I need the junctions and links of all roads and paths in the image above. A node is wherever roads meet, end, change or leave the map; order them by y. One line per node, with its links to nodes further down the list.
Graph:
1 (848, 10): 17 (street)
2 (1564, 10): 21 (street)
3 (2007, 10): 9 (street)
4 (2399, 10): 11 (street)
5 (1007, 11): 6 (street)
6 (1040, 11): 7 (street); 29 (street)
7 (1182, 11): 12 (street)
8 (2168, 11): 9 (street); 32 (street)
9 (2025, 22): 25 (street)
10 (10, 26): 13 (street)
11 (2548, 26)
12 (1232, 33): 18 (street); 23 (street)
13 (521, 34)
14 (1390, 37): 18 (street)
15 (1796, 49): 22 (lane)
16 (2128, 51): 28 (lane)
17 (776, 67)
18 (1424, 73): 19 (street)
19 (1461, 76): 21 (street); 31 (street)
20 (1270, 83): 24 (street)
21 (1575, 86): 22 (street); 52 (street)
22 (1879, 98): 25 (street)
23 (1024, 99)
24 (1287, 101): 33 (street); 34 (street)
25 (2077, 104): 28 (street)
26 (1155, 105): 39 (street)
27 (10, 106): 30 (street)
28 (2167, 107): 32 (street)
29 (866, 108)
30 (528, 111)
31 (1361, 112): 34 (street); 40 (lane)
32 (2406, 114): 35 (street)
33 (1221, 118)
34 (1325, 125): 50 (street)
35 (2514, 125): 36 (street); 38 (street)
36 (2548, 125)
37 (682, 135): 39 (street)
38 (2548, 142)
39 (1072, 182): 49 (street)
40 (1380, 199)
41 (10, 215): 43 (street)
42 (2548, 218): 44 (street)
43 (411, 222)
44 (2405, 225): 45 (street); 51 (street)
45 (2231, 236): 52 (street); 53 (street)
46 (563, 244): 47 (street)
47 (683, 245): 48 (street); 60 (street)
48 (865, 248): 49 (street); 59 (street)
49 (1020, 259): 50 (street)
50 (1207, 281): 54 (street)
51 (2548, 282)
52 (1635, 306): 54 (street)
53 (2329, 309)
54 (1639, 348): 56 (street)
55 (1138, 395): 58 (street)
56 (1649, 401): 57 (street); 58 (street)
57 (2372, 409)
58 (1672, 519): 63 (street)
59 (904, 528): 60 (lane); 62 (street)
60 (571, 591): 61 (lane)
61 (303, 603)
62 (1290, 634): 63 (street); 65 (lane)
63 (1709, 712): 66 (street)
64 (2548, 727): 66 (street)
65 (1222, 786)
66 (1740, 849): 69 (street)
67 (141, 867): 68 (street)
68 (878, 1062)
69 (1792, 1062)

Description of the task = Each line of the material above that contains the word "lane" counts once; report the total and nothing else.

Response to this task = 6